The Chicago – New York Electric Air Line Railroad (CNY) was a proposed high-speed electric air-line railroad between Chicago and New York City. At roughly 750 miles (1,210 km) it would have been over 150 miles (240 km) shorter than the two primary steam railroads on that route, the New York Central Railroad and Pennsylvania Railroad. The promoters' vision proved wildly optimistic, and in the end only a short interurban route in the vicinity of Gary, Indiana, was built and operated. It was the most ambitious of several such proposals, all of which ended in failure.

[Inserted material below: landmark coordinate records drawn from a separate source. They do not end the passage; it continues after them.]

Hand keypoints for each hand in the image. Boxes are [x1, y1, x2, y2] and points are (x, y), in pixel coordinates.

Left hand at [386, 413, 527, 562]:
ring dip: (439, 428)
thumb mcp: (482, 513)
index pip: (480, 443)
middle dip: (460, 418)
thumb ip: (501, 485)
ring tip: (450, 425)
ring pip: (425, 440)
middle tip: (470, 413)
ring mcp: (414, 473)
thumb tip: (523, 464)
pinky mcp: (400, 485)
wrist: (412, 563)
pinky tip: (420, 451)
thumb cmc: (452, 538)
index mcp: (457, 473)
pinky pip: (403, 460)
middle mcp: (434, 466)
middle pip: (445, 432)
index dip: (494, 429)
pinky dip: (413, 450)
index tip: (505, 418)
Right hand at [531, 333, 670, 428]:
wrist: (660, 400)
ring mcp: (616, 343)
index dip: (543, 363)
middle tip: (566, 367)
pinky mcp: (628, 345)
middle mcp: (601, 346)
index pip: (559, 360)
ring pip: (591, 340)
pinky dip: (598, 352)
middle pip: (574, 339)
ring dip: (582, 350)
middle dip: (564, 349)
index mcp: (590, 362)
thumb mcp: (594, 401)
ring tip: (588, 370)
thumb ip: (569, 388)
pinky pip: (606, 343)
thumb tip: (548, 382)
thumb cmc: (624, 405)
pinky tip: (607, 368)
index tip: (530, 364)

The Air Line was not the first proposed high-speed electric railway. In 1893 Dr. Wellington Adams promoted a 252-mile (406 km) Chicago–St. Louis route with a maximum operating speed of 100 miles per hour (160 km/h). Adams believed the new railroad could be built in a year for $5.5 million. Trade publications ridiculed the proposal and it went nowhere.

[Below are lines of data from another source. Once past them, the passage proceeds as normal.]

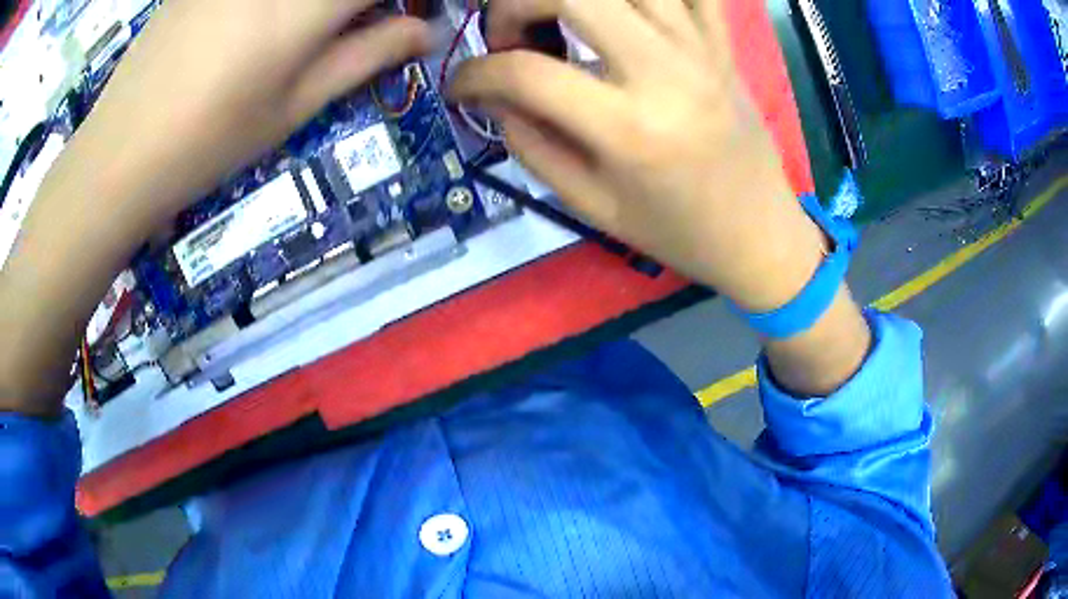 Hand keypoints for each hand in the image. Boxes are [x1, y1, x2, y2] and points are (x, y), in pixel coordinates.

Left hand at [78, 0, 428, 227]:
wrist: (120, 152)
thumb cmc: (210, 141)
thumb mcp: (294, 106)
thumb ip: (367, 56)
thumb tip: (426, 31)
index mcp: (309, 3)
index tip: (414, 16)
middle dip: (362, 5)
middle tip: (360, 26)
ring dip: (321, 6)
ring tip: (307, 29)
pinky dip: (280, 3)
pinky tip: (259, 22)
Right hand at [450, 0, 826, 312]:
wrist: (759, 234)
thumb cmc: (676, 232)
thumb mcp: (591, 206)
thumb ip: (530, 144)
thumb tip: (492, 96)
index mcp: (628, 129)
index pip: (525, 73)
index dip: (474, 73)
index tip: (461, 85)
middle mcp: (665, 72)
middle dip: (515, 4)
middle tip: (508, 36)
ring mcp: (701, 49)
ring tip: (557, 16)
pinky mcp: (722, 44)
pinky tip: (621, 10)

The proposed Air Line, first announced in 1906, was far more ambitious than that proposal. The proposed physical characteristics of the route were impressive and far ahead of contemporary practice: grades not exceeding 1%, no grade crossings, and straight route which would be 150 miles (240 km) shorter than other routes. Trains would run at 100 miles per hour (160 km/h) and complete the journey between Chicago and New York in 10 hours. At the time the two fastest trains between New York and Chicago, the New York Central Railroad's 20th Century Limited and the Pennsylvania Railroad's Pennsylvania Special (forerunner of the more famous Broadway Limited), each required twenty hours to make the journey.